Goalie Sergei Bobrovsky Is Busy, But Other Goalies Are Busier

MONTREAL - NOVEMBER 16: Sergei Bobrovsky  stops the puck in front of Andrej Meszaros  of the Philadelphia Flyers and Scott Gomez  of the Montreal Canadiens during the NHL game at the Bell Centre on November 16, 2010 in Montreal, Quebec, Canada. (Photo by Richard Wolowicz/Getty Images)

I like how Flyers coach Peter Laviolette is denying goalie Sergei Bobrovsky is tired, even as Bobrovsky (maybe) says he is.

I don’t doubt Bobrovsky is tired but I’m just as sure he doesn’t want to say anything about it to his coach.
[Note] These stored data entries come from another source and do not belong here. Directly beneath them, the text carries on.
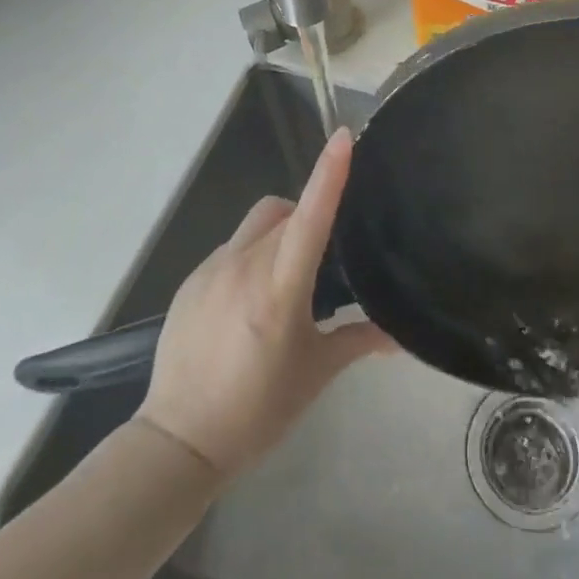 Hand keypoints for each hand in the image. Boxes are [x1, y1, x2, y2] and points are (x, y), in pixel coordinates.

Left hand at [138, 128, 394, 477]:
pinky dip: (251, 255)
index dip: (329, 174)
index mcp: (278, 289)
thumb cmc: (256, 411)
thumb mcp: (315, 374)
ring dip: (279, 232)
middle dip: (309, 218)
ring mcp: (211, 270)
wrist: (177, 441)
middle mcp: (243, 267)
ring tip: (288, 277)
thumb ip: (358, 341)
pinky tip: (251, 299)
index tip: (344, 136)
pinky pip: (232, 248)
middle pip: (285, 213)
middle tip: (326, 258)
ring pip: (257, 224)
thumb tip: (400, 336)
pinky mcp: (190, 280)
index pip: (310, 217) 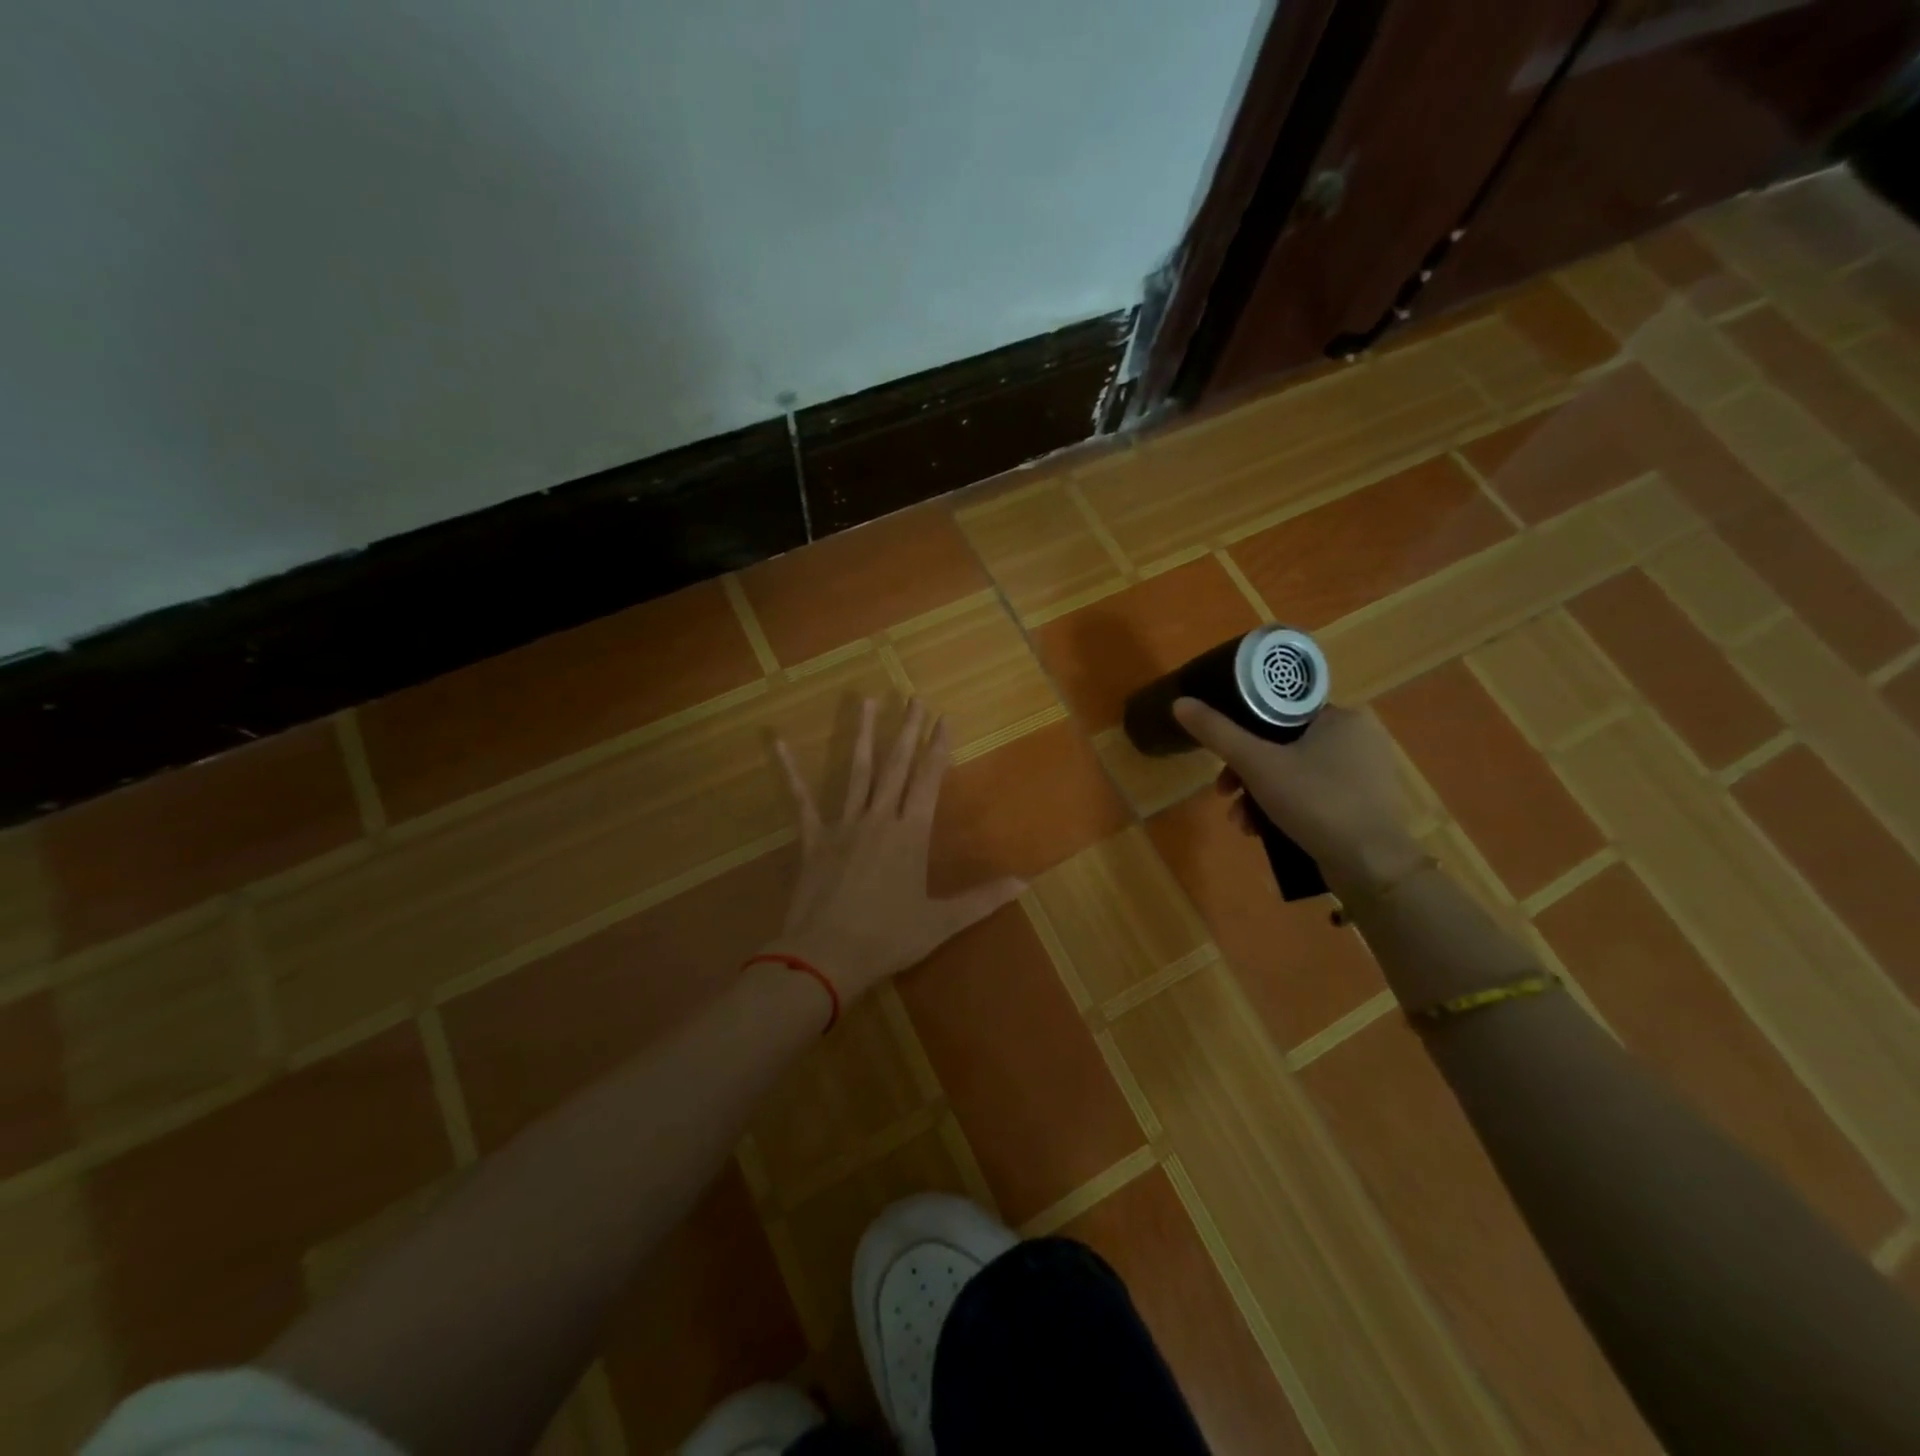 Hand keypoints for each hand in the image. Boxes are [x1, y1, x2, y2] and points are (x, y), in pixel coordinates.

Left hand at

Players never want to not play. But I think a good number appreciate a coach who recognizes when they need some rest.

And after last night’s 15-goal Tampa-Philadelphia game, four goals of which were pinned on Bobrovsky in the first period, maybe Laviolette is ready to entertain the notion his rookie goalie is tired.
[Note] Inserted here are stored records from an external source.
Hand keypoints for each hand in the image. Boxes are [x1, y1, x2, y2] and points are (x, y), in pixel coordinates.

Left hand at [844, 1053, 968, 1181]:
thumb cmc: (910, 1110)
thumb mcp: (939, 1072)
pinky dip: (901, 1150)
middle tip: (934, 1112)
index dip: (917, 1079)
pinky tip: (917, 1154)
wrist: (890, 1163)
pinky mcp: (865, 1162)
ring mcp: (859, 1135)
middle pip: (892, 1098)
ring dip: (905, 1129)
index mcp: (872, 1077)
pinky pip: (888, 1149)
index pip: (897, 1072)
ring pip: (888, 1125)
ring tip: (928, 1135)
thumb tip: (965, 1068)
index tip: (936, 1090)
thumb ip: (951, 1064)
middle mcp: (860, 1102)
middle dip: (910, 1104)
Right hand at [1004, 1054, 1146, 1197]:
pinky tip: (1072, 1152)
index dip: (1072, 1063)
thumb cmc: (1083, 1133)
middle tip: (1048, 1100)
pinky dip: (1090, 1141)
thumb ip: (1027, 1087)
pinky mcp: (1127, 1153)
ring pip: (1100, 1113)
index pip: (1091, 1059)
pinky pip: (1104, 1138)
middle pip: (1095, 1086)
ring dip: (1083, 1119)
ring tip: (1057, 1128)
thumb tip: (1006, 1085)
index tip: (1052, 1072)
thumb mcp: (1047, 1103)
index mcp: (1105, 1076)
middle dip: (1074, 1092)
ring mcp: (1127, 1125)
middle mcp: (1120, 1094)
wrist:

I was curious if Bobrovsky’s workload was super crazy, so I compared him to other NHL goalies who have played at least 14 games this season.
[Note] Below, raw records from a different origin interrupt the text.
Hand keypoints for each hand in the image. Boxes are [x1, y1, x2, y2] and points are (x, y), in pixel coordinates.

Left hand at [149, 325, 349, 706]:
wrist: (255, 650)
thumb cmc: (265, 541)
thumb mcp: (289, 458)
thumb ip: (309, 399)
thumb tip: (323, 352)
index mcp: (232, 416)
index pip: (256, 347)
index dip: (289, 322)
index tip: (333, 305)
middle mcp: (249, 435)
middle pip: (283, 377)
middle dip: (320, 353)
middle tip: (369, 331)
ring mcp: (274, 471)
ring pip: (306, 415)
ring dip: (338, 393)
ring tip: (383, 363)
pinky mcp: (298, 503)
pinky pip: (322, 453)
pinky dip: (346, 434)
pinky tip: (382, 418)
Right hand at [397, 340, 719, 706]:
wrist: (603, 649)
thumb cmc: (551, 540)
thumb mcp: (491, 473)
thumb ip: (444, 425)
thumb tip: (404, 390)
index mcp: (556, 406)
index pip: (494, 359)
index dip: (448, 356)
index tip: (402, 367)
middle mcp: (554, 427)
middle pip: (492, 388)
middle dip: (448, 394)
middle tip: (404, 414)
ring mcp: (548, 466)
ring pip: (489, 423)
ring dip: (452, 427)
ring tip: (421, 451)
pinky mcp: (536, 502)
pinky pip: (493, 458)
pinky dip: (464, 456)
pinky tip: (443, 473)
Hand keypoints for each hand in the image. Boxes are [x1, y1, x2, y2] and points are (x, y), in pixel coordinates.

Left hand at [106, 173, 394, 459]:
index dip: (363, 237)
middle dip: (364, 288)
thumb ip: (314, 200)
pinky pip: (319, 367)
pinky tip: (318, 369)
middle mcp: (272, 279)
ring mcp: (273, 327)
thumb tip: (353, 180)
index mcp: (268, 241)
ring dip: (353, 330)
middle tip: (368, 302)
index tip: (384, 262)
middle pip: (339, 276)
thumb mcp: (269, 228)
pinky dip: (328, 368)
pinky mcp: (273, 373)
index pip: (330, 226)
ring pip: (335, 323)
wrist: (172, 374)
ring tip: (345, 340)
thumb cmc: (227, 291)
Bobrovsky’s 16 starts is up there in terms of games played, but when you temper the starts with the number of games played by the team, you see Bobrovsky is in the bottom third, starting just 80% of his team’s games.

Poor Carey Price has started 95% of Montreal’s games. And Martin Brodeur has started 89% of New Jersey’s games, all the more amazing given a) he’s already been injured this season and b) he’s crazy old.

So Bobrovsky is busy, but there are goalies that are shouldering a heavier workload, in terms of percentage of games started.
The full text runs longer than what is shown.